■ **Material for the task**
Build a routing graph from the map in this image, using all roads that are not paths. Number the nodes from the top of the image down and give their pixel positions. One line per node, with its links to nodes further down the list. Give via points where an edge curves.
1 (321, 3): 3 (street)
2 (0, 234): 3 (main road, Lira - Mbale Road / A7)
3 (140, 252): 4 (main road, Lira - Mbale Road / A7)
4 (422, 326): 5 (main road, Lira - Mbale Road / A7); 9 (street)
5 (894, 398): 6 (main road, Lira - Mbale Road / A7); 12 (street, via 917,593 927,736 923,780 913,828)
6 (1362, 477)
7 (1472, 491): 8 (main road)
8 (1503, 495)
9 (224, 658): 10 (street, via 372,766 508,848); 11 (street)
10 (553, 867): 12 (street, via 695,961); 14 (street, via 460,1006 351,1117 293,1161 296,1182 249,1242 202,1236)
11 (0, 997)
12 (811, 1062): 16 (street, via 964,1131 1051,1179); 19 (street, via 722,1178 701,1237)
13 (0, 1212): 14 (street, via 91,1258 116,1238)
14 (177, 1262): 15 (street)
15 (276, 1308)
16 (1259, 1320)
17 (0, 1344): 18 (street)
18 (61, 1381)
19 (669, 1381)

* * *

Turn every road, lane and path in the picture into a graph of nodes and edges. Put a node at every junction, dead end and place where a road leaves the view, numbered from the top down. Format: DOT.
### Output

==

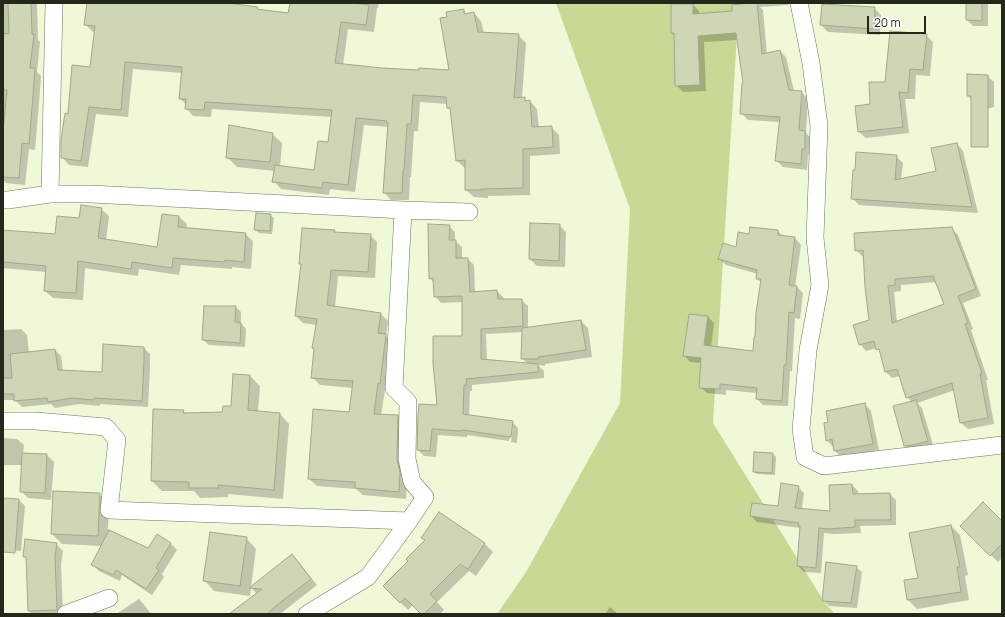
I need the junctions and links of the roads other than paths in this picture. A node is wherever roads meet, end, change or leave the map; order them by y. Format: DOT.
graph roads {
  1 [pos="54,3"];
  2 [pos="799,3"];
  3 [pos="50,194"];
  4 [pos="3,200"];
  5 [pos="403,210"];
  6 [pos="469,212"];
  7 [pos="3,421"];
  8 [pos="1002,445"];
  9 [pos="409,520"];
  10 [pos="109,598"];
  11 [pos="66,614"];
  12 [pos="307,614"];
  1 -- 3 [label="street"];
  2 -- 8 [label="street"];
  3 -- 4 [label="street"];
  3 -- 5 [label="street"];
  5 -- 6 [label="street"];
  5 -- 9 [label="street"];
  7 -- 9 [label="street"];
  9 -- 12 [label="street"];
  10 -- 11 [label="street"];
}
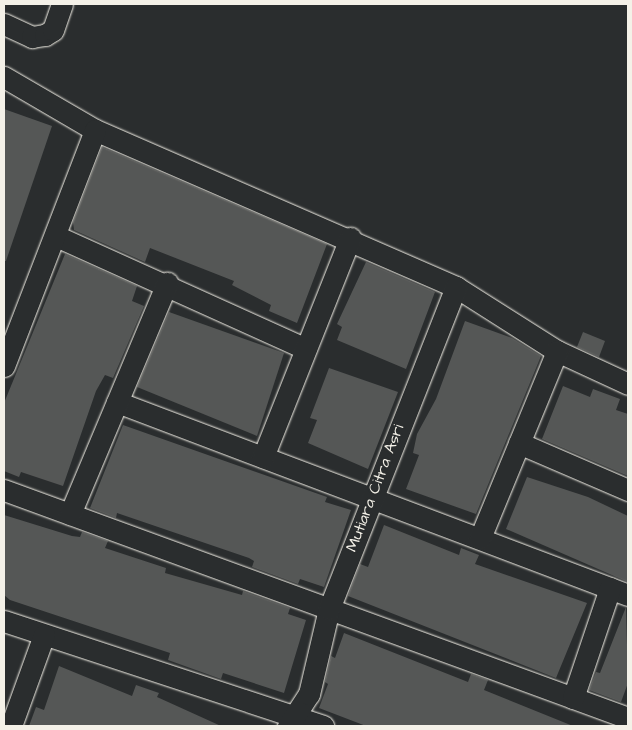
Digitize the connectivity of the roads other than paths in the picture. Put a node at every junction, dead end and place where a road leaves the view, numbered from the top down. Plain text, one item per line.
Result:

■ **Work request**
Copy each line of the data that contains the word "leaves", leaving the other lines out.

■ **Result below**
Turn every road, lane and path in the picture into a graph of nodes and edges. Put a node at every junction, dead end and place where a road leaves the view, numbered from the top down. Format: DOT.
Digitize the connectivity of the roads other than paths in the picture. Put a node at every junction, dead end and place where a road leaves the view, numbered from the top down. Plain text, one item per line.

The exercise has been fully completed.